By Mike Lushington
When I was a kid, back in the 1950's, marriage was understood to be the religious union of a man and a woman. primarily for the purpose of having legitimate children. This was in keeping with the fundamental teachings of Christianity, sanctified in the New Testament by the Parable of the Wedding Feast at Cana and in the teachings of Saint Paul. It had also taken on a legal implication in that the celebrants also had to obtain a civil licence, pay a fee, and have their marriage certificate registered. Whether a couple married as Roman Catholics or as followers of one of the Protestant denominations, the process was standard, and there was very little deviation from that standard. The concept of a "civil marriage" was synonymous with "living in sin" and the very few people who did so did not advertise their status.
Canada, at the end of the Second World War, was still a very parochial place in which to live. In Dartmouth, Nova Scotia, we had a "Colored Settlement" (as Black communities were called), there were a few Jewish and Chinese people who lived downtown - and that was about it for cultural diversity. Halifax was no different, nor was Saint John. The overwhelming percentage of the population was white, basically Anglo-Saxon, and Christian. I can remember a classmate in Grade four - a girl from Quebec who spoke French; she was treated as an exotic creature from some remote, almost unimaginable part of a world about which we knew very little and, truth be told, cared less.
How things have changed in the last fifty years. This truth struck home recently as I grappled with my reactions to the Federal Government's decision to legitimize same-sex marriages.
From the outset, I realized that I had no particular objections to the concept.I have always, I think, been tolerant of other people's differences; all I have ever asked from anyone in this regard is that they extend to me the same rights to individual preferences and tastes as I have been prepared to extend to them.
In the past fifty years, Canada has become one of the most diverse, pluralistic societies on earth. We recognize as Canadian citizens people from every imaginable social, political, religious, and philosophic background. It is to our collective credit that we do so. But it does demand that we revise our thinking on a great many topics that at one time seemed so clearly and simply defined.

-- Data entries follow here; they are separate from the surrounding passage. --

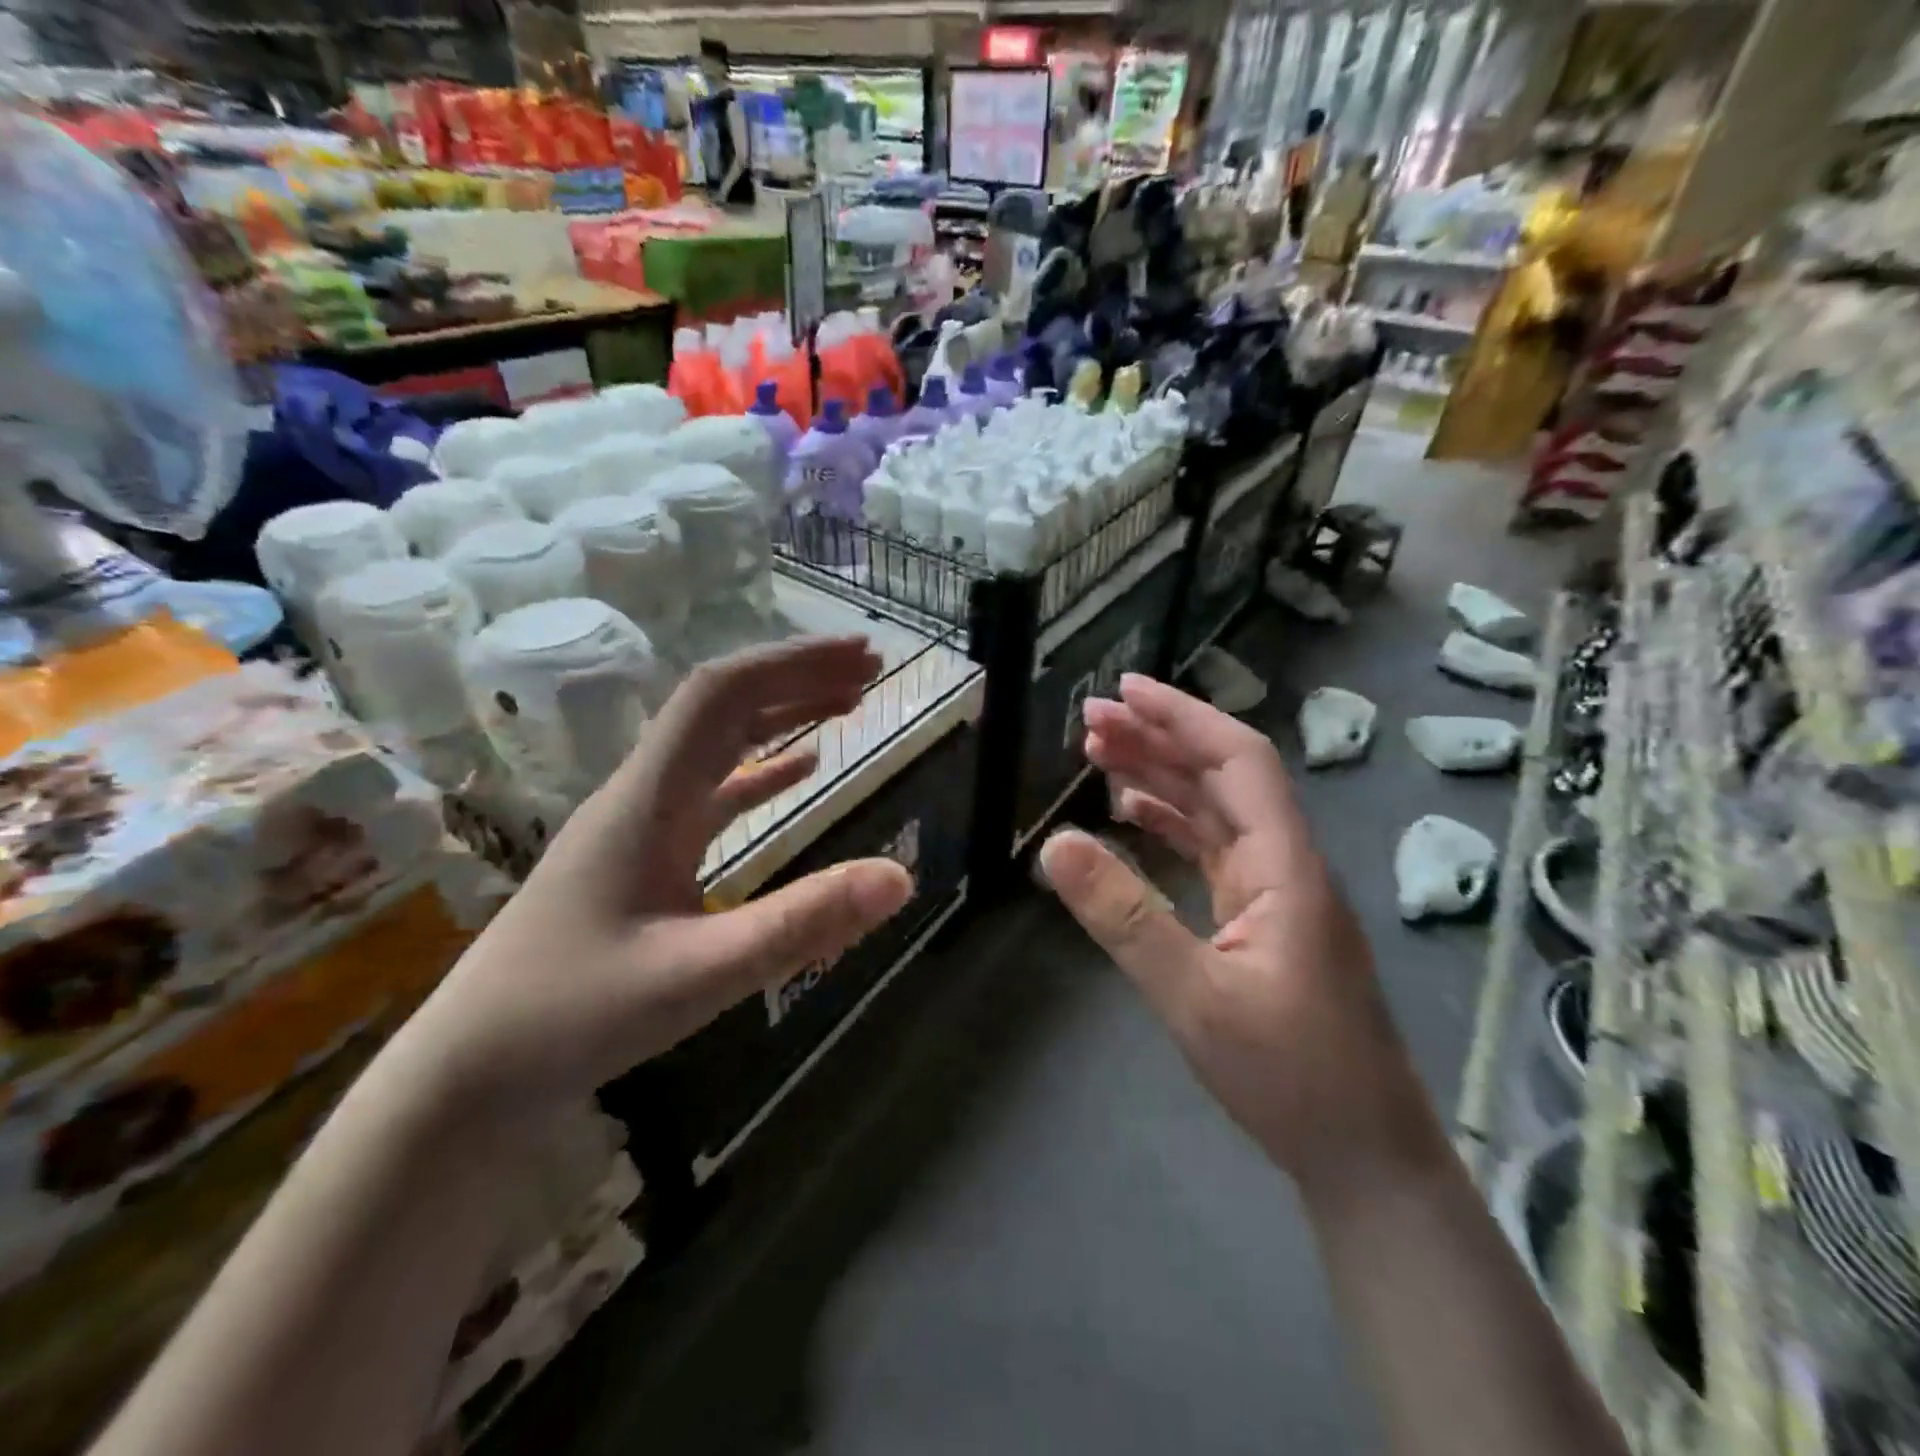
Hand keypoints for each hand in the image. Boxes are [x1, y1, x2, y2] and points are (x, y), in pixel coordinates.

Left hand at [389, 637, 915, 1131]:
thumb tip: (900, 877)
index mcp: (649, 798)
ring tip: (849, 703)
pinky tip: (802, 770)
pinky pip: (714, 792)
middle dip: (799, 677)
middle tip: (870, 669)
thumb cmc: (574, 1015)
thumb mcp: (699, 976)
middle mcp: (644, 793)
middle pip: (725, 706)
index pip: (723, 695)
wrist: (473, 1068)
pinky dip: (763, 770)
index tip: (859, 655)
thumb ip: (801, 925)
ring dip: (784, 714)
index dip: (794, 664)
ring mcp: (643, 822)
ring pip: (721, 743)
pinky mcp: (646, 855)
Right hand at [1039, 674, 1433, 1183]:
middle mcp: (1284, 863)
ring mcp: (1275, 891)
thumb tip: (1054, 844)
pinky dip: (1169, 822)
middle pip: (1222, 776)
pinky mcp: (1262, 918)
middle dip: (1159, 737)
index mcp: (1284, 865)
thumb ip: (1124, 917)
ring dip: (1161, 775)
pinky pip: (1211, 849)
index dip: (1183, 716)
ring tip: (1099, 753)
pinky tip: (1131, 815)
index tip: (1125, 689)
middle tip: (1091, 718)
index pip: (1238, 760)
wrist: (1363, 1154)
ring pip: (1215, 810)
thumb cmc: (1290, 1077)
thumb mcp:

Nowhere is this truer than in our concept of what marriage is.
As I see it, marriage has devolved into a civil, legal contract. People who wish to become legally married are primarily asking that their union be recognized by the state for the mutual protection of both partners and of their legatees. The government has the right to legalize such a relationship without passing moral judgement on any who request such legalization. Any moral judgement, any extension or retention of recognition, remains the prerogative of a church congregation, and this is within the jurisdiction of that body. Thus, for a homosexual couple to argue that they have a legal right to marry in Canada, as Canadian citizens, is one argument; to argue that they have those rights as members of a certain church is entirely different.
This has been a trying issue for many Canadians of my generation. It is to our credit as a nation of fair-minded and tolerant people that our government feels that it has the support of enough of us to take a step that is both courageous and controversial. No one, intellectual homosexuals among them, demands that everyone embrace such a decision. It is enough that we tolerate it, recognizing as we do that the right of an individual to be an individual is paramount, and to be able to practice that individuality with dignity is the mark of a mature, wise, and kind society.